B.2.6. De door de Ministerraad opgeworpen excepties worden verworpen.
Ten gronde B.3.1. In een enig middel voeren de verzoekers aan dat de bestreden bepalingen een schending inhouden van de artikelen 10 en 11 van de Grondwet, doordat architecten ertoe worden verplicht hun beroepsaansprakelijkheid te verzekeren, terwijl een dergelijke verplichting niet geldt voor andere actoren in de bouwsector.
B.3.2. In tegenstelling tot wat de Ministerraad aanvoert, kunnen de architecten en de andere actoren binnen de bouwsector als vergelijkbare categorieën worden beschouwd inzake beroepsaansprakelijkheid.
B.4.1. Met de wet van 15 februari 2006 betreffende de uitoefening van het beroep van architect in het kader van een rechtspersoon heeft de wetgever beoogd een meer evenwichtige aansprakelijkheidsregeling voor de architect tot stand te brengen, die tegelijk ook meer waarborgen biedt voor de bouwheer (Parl. St., Kamer, 2004-2005, DOC 51-1920/001, pp. 3 en 4).

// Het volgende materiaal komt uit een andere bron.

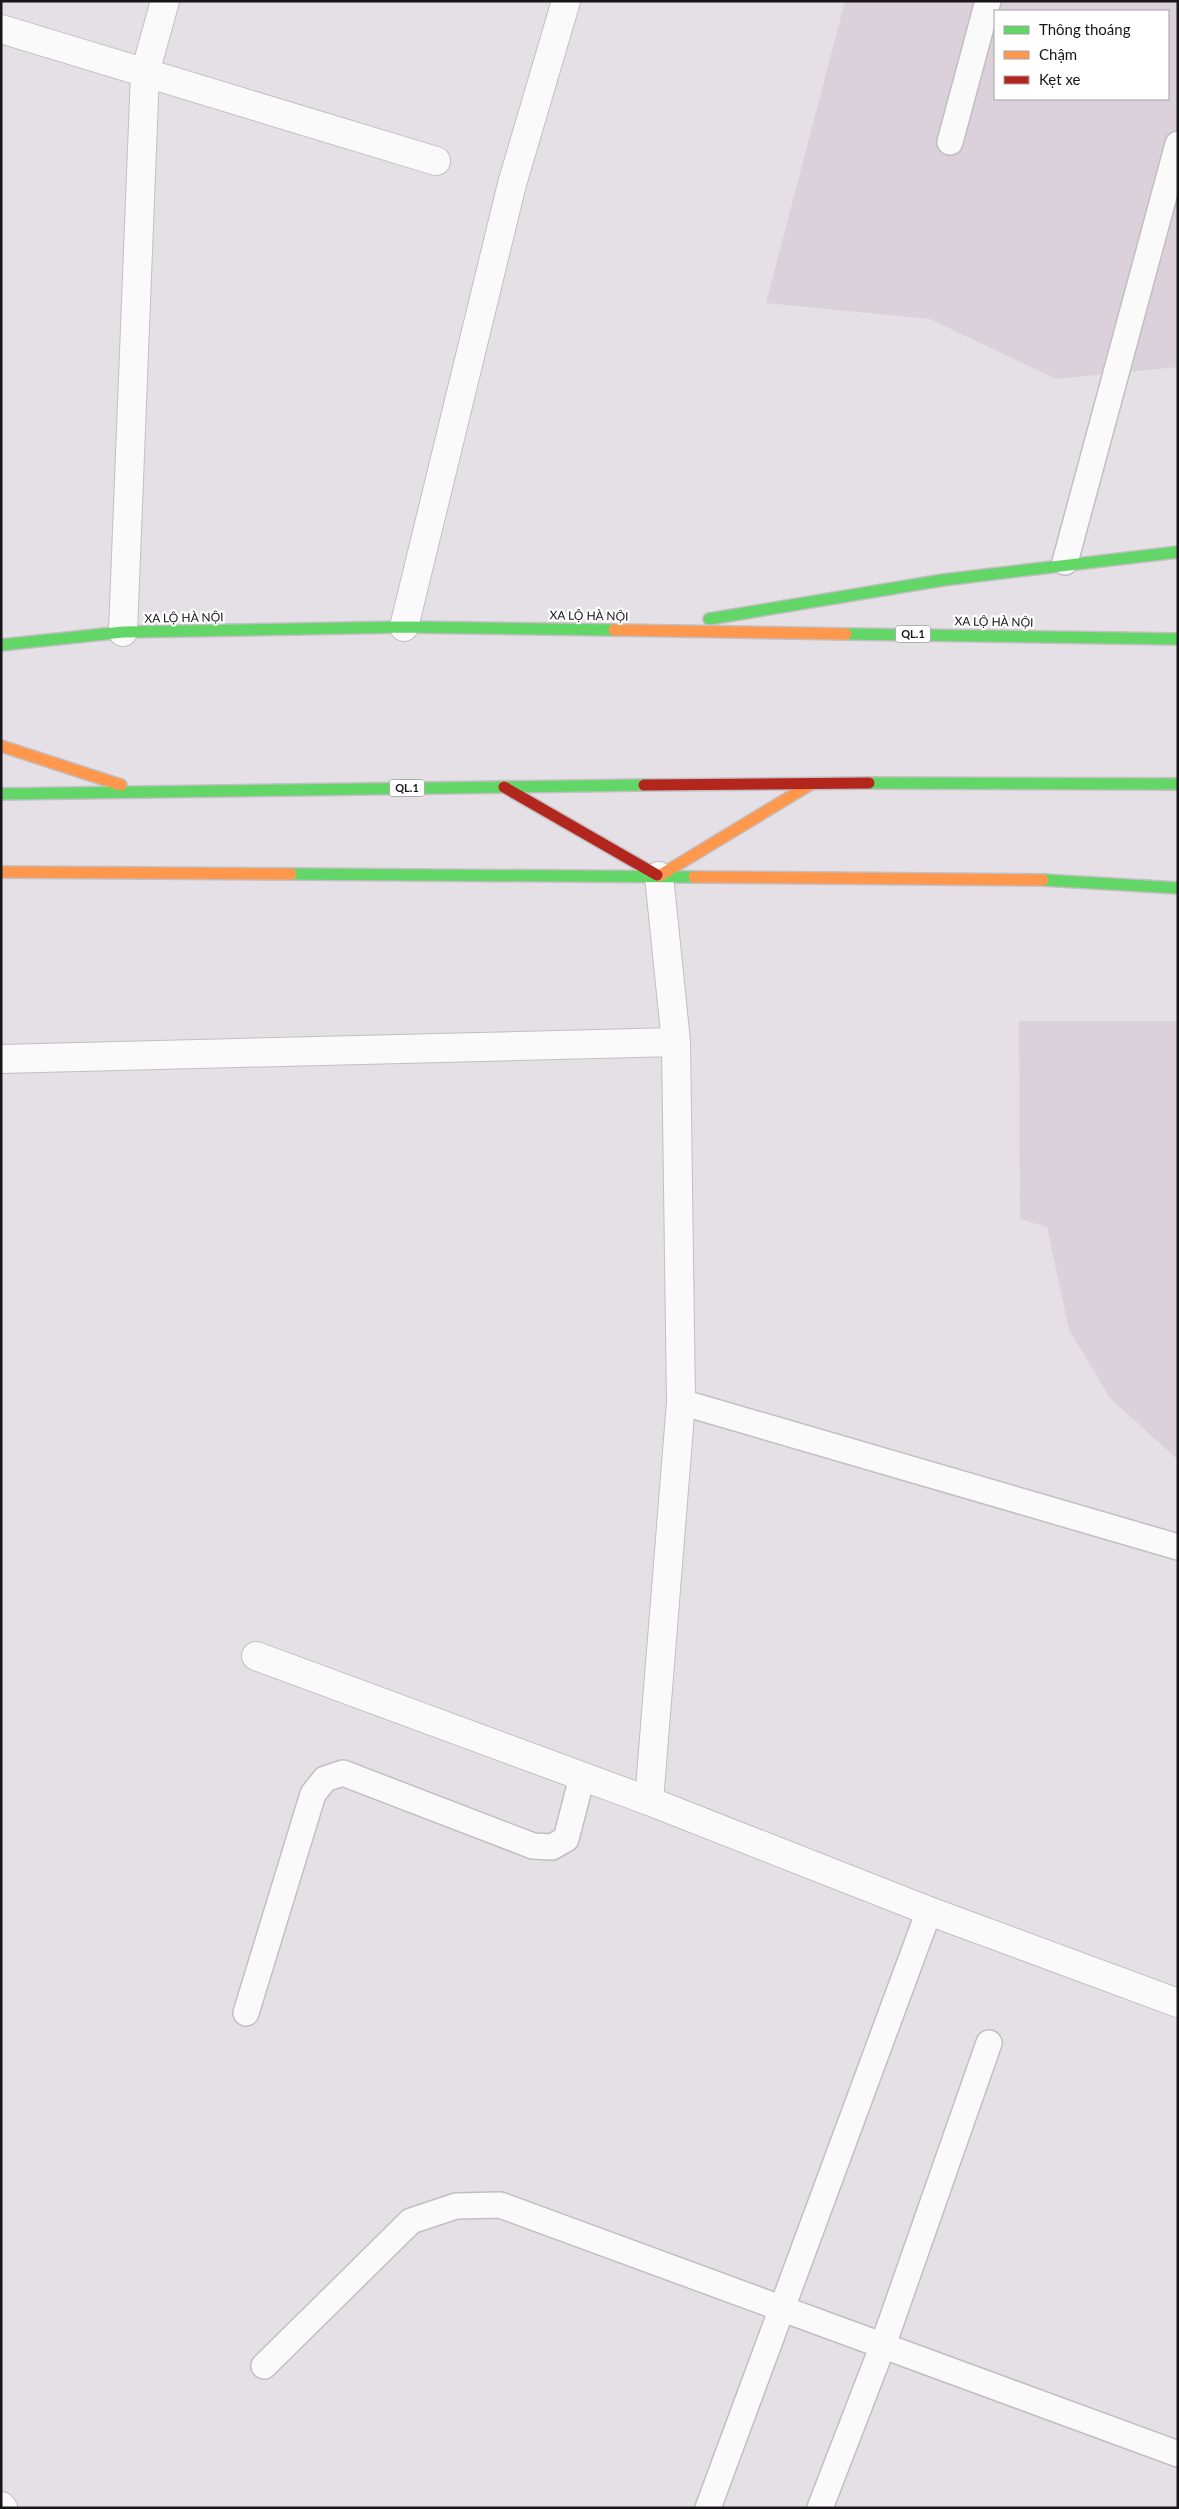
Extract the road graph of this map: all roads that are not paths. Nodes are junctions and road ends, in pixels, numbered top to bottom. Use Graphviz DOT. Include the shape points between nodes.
graph roads {
  1 [pos="165,1"];
  2 [pos="566,1"];
  3 [pos="988,1"];
  4 [pos="1,29"];
  5 [pos="145,73"];
  6 [pos="950,142"];
  7 [pos="1178,144"];
  8 [pos="436,161"];
  9 [pos="1178,552"];
  10 [pos="1065,562"];
  11 [pos="404,628"];
  12 [pos="649,630"];
  13 [pos="123,632"];
  14 [pos="1178,638"];
  15 [pos="1,645"];
  16 [pos="1,746"];
  17 [pos="813,783"];
  18 [pos="1178,784"];
  19 [pos="504,787"];
  20 [pos="142,792"];
  21 [pos="1,794"];
  22 [pos="1,872"];
  23 [pos="659,876"];
  24 [pos="1178,888"];
  25 [pos="676,1042"];
  26 [pos="1,1059"];
  27 [pos="681,1402"];
  28 [pos="1178,1547"];
  29 [pos="256,1656"];
  30 [pos="582,1777"];
  31 [pos="649,1801"];
  32 [pos="929,1911"];
  33 [pos="1178,2003"];
  34 [pos="246,2013"];
  35 [pos="989,2043"];
  36 [pos="783,2308"];
  37 [pos="884,2346"];
  38 [pos="264,2366"];
  39 [pos="1178,2454"];
  40 [pos="708,2508"];
  41 [pos="820,2508"];
  1 -- 5 [label="street"];
  2 -- 11 [label="street" via="512,184"];
  3 -- 6 [label="lane"];
  4 -- 5 [label="street"];
  5 -- 8 [label="street"];
  5 -- 13 [label="street"];
  7 -- 10 [label="lane"];
  9 -- 10 [label="highway"];
  10 -- 12 [label="highway" via="882,588"];
  11 -- 12 [label="highway, XA LỘ HÀ NỘI / QL.1"];
  11 -- 13 [label="highway, XA LỘ HÀ NỘI / QL.1"];
  12 -- 14 [label="highway, XA LỘ HÀ NỘI / QL.1"];
  13 -- 15 [label="highway, XA LỘ HÀ NỘI / QL.1"];
  16 -- 20 [label="highway, QL.1"];
  17 -- 18 [label="highway, QL.1"];
  17 -- 19 [label="highway, QL.1"];
  17 -- 23 [label="highway"];
  19 -- 20 [label="highway, QL.1"];
  19 -- 23 [label="highway"];
  20 -- 21 [label="highway, QL.1"];
  22 -- 23 [label="highway"];
  23 -- 24 [label="highway" via="1039,880"];
  23 -- 25 [label="street"];
  25 -- 26 [label="street"];
  25 -- 27 [label="street"];
  27 -- 28 [label="lane"];
  27 -- 31 [label="street"];
  29 -- 30 [label="street"];
  30 -- 31 [label="street"];
  30 -- 34 [label="lane" via="566,1839 552,1846 533,1846 344,1773 325,1779 313,1794"];
  31 -- 32 [label="street"];
  32 -- 33 [label="street"];
  32 -- 36 [label="lane"];
  35 -- 37 [label="lane"];
  36 -- 37 [label="lane"];
  36 -- 38 [label="lane" via="500,2205 456,2206 411,2222"];
  36 -- 40 [label="lane"];
  37 -- 39 [label="lane"];
  37 -- 41 [label="lane"];
}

B.4.2. De bestreden wet schept de mogelijkheid om voortaan de persoonlijke contractuele aansprakelijkheid van de architect uit te sluiten door middel van het oprichten van een vennootschap met volkomen rechtspersoonlijkheid, die beantwoordt aan de wettelijke voorwaarden om het beroep van architect uit te oefenen. Die regeling wordt door de verzoekende partijen niet betwist.
B.4.3. Daarnaast streeft de wet naar een meer adequate bescherming van de bouwheer. Om die doelstelling te bereiken, wordt aan alle personen die het beroep van architect uitoefenen de verplichting opgelegd hun beroepsaansprakelijkheid door een verzekering te laten dekken en wordt aan de Koning opgedragen de nadere regels daartoe te bepalen. De niet-naleving van het verbod om het beroep van architect uit te oefenen zonder te zijn verzekerd, wordt strafrechtelijk gestraft.
B.5.1. De wet van 15 februari 2006 betreffende de uitoefening van het beroep van architect in het kader van een rechtspersoon brengt wijzigingen aan in de wet van 20 februari 1939 « op de bescherming van den titel en van het beroep van architect » en in de wet van 26 juni 1963 tot instelling van een orde van architecten.
B.5.2. De wetgever heeft de architect, wegens de bijzondere opdrachten die met zijn beroep zijn verbonden, willen onderscheiden van een aantal andere actoren binnen de bouwsector door de toegang tot het architectenberoep te beschermen en door die beroepscategorie, die hij bij de vrije beroepen heeft ondergebracht, aan eigen regels - met in voorkomend geval strafsancties - te onderwerpen.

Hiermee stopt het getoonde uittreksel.